What is needed: Using the listing beneath this task, count the lines with the word "bottom" and write only the result.

##### Records provided

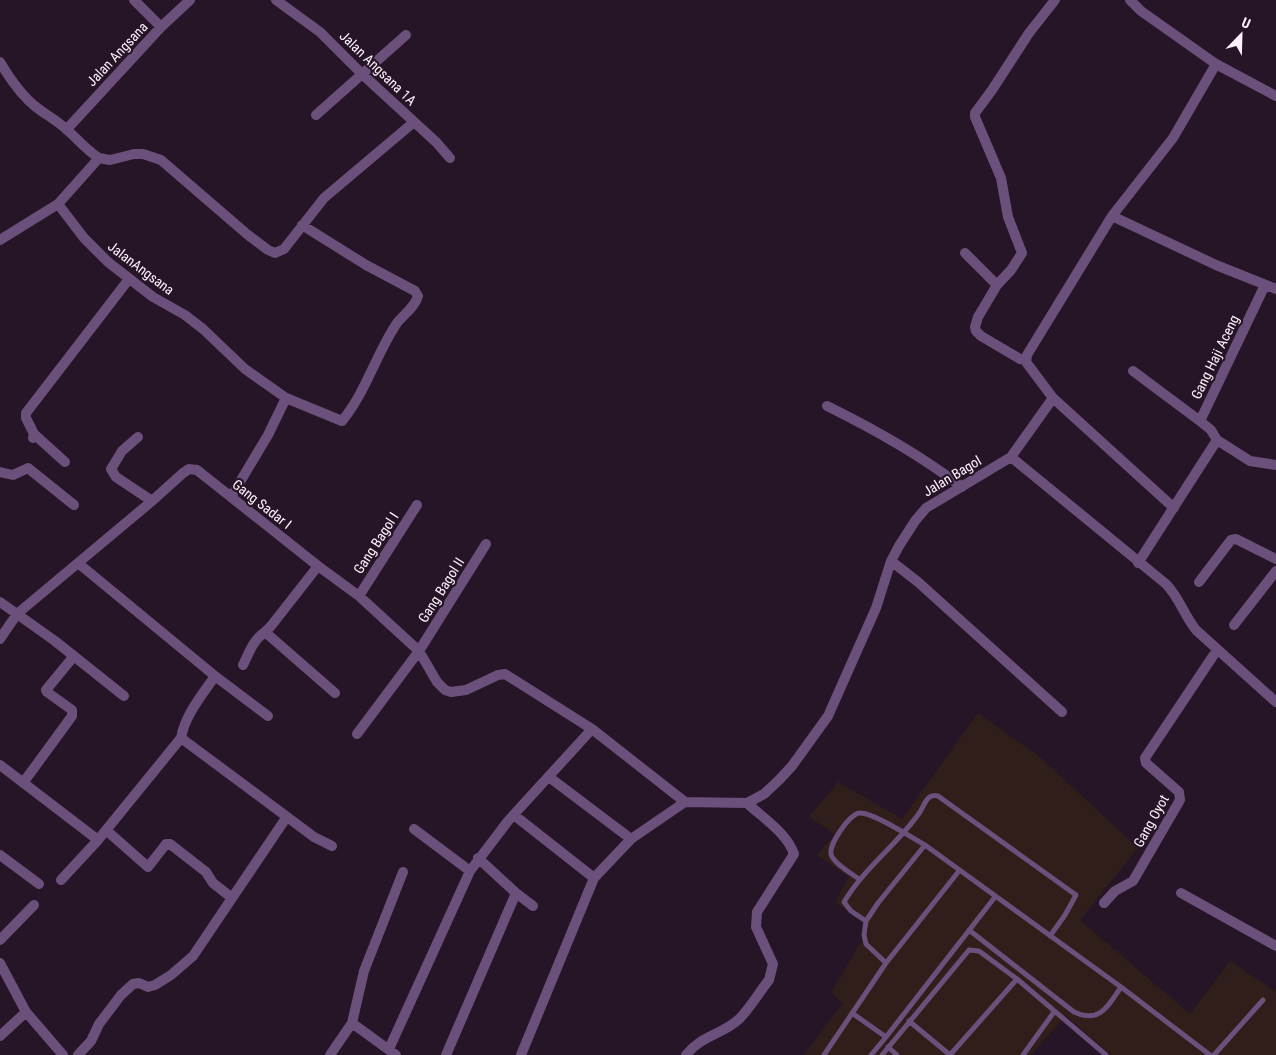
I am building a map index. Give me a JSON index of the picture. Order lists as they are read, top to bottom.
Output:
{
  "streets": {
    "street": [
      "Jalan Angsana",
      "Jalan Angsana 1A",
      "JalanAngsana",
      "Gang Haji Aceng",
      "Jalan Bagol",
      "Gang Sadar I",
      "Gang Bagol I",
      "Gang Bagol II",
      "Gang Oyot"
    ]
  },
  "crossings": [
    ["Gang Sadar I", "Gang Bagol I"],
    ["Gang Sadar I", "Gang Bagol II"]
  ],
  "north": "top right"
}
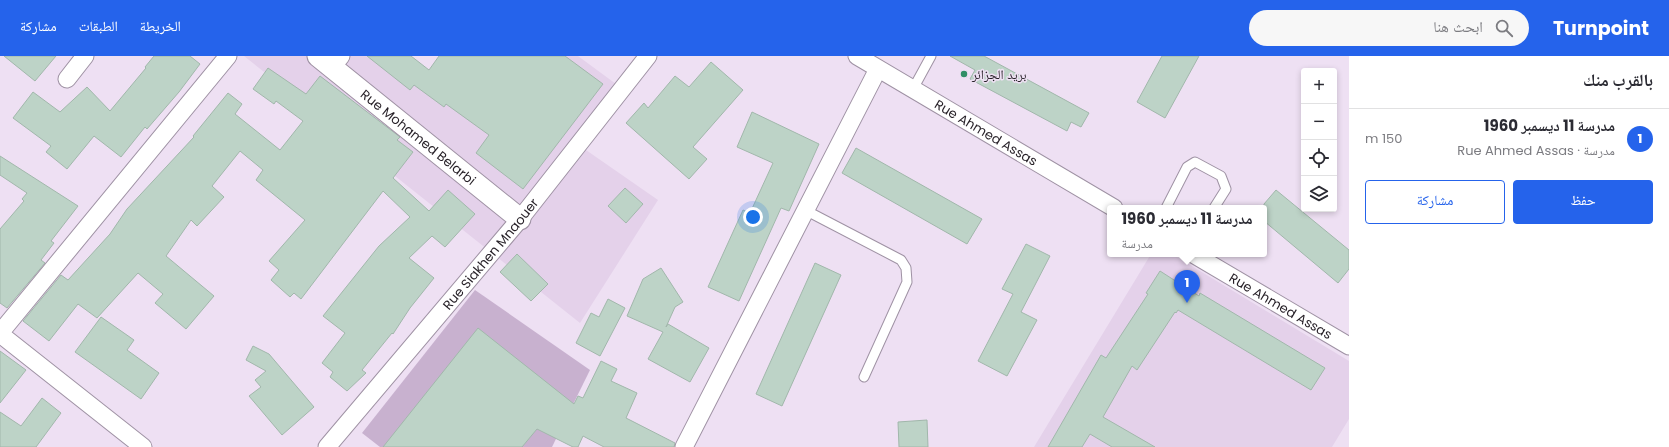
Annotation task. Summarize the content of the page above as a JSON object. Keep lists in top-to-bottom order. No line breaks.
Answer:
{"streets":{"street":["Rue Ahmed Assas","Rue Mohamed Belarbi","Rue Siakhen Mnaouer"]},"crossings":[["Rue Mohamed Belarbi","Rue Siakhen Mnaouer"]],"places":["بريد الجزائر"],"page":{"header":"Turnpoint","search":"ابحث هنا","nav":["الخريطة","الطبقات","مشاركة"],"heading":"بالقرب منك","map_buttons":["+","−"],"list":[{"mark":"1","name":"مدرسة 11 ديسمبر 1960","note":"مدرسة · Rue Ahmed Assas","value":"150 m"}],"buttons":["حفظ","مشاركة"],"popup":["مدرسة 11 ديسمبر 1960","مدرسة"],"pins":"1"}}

##########

Response area: 2